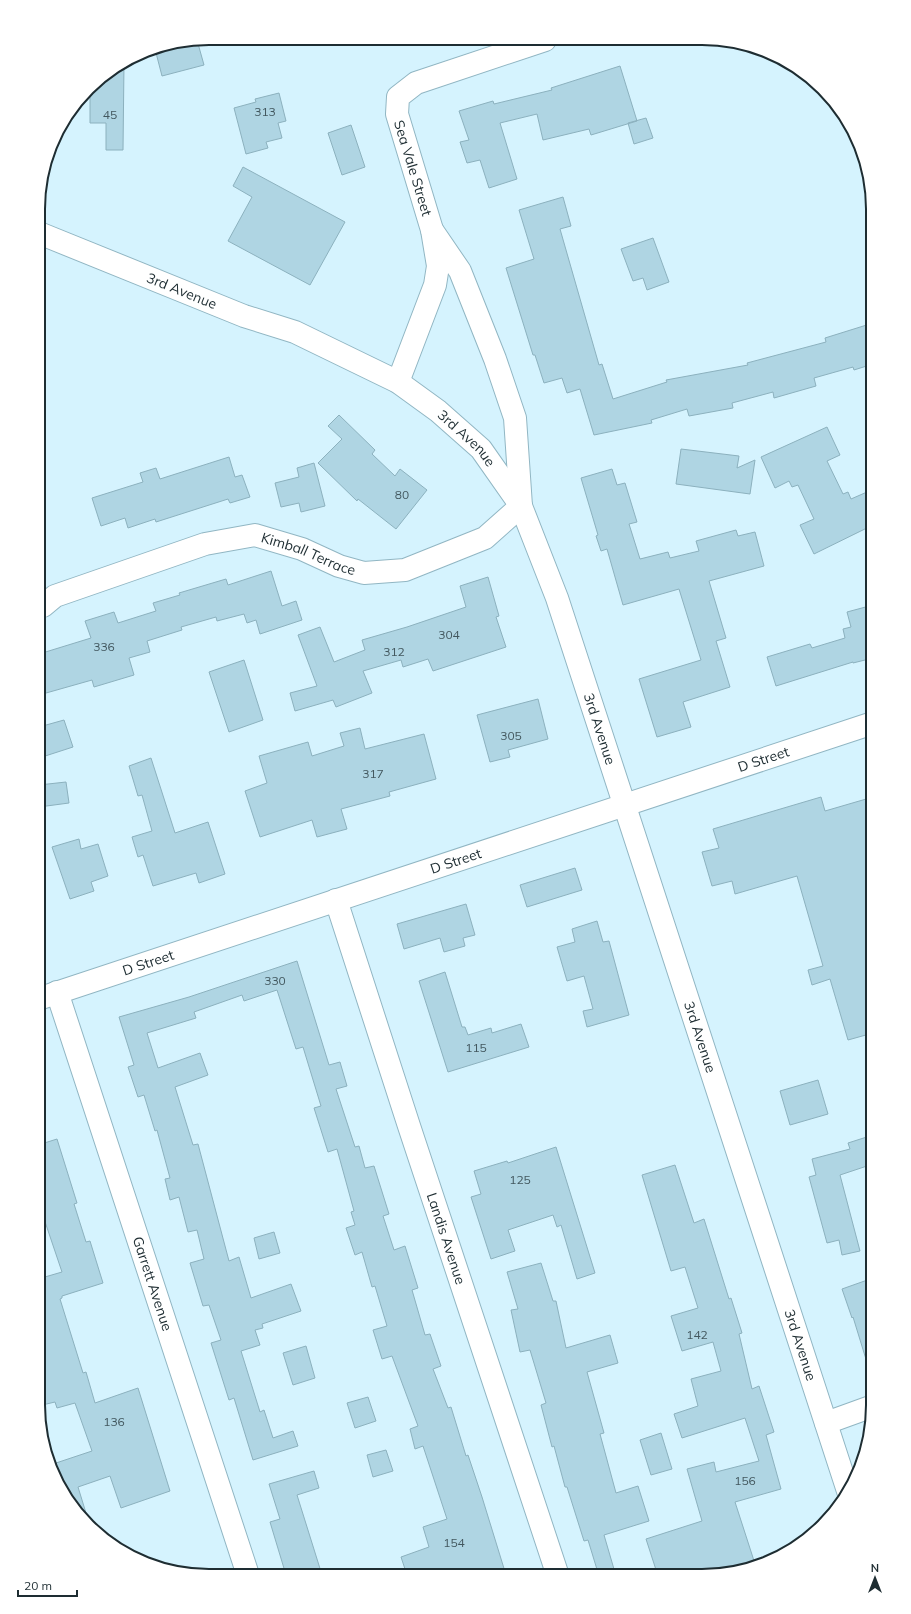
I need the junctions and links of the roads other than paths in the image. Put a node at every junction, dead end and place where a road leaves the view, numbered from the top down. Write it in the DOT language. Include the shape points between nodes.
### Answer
graph roads {
  1 [pos="530,45"];
  2 [pos="432,230"];
  3 [pos="45,235"];
  4 [pos="398,382"];
  5 [pos="521,506"];
  6 [pos="45,604"];
  7 [pos="866,725"];
  8 [pos="625,805"];
  9 [pos="336,900"];
  10 [pos="48,996"];
  11 [pos="866,1408"];
  12 [pos="826,1422"];
  13 [pos="846,1484"];
  14 [pos="246,1569"];
  15 [pos="556,1569"];
  1 -- 2 [label="street, Sea Vale Street" via="416,83 398,97 396,114"];
  2 -- 4 [label="street, Sea Vale Street" via="438,266 435,285"];
  2 -- 5 [label="street, Sea Vale Street" via="460,271 515,418"];
  3 -- 4 [label="street, 3rd Avenue" via="244,316 295,332"];
  4 -- 5 [label="street, 3rd Avenue" via="438,411 481,449"];
  5 -- 6 [label="street, Kimball Terrace" via="485,538 405,570 364,572 339,566 302,549 255,535 205,544 55,596"];
  5 -- 8 [label="street, 3rd Avenue" via="557,598"];
  7 -- 8 [label="street, D Street"];
  8 -- 9 [label="street, D Street"];
  8 -- 12 [label="street, 3rd Avenue"];
  9 -- 10 [label="street, D Street"];
  9 -- 15 [label="street, Landis Avenue"];
  10 -- 14 [label="street, Garrett Avenue"];
  11 -- 12 [label="street"];
  12 -- 13 [label="street, 3rd Avenue"];
}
- - - - -
Each record needs to be reproduced exactly, and no image should be carried over.

§ **Output for this task**:
I need the junctions and links of the roads other than paths in the image. Put a node at every junction, dead end and place where a road leaves the view, numbered from the top down. Write it in the DOT language. Include the shape points between nodes.
### Answer
graph roads {
  1 [pos="530,45"];
  2 [pos="432,230"];
  3 [pos="45,235"];
  4 [pos="398,382"];
  5 [pos="521,506"];
  6 [pos="45,604"];
  7 [pos="866,725"];
  8 [pos="625,805"];
  9 [pos="336,900"];
  10 [pos="48,996"];
  11 [pos="866,1408"];
  12 [pos="826,1422"];
  13 [pos="846,1484"];
  14 [pos="246,1569"];
  15 [pos="556,1569"];
  1 -- 2 [label="street, Sea Vale Street" via="416,83 398,97 396,114"];
  2 -- 4 [label="street, Sea Vale Street" via="438,266 435,285"];
  2 -- 5 [label="street, Sea Vale Street" via="460,271 515,418"];
  3 -- 4 [label="street, 3rd Avenue" via="244,316 295,332"];
  4 -- 5 [label="street, 3rd Avenue" via="438,411 481,449"];
  5 -- 6 [label="street, Kimball Terrace" via="485,538 405,570 364,572 339,566 302,549 255,535 205,544 55,596"];
  5 -- 8 [label="street, 3rd Avenue" via="557,598"];
  7 -- 8 [label="street, D Street"];
  8 -- 9 [label="street, D Street"];
  8 -- 12 [label="street, 3rd Avenue"];
  9 -- 10 [label="street, D Street"];
  9 -- 15 [label="street, Landis Avenue"];
  10 -- 14 [label="street, Garrett Avenue"];
  11 -- 12 [label="street"];
  12 -- 13 [label="street, 3rd Avenue"];
}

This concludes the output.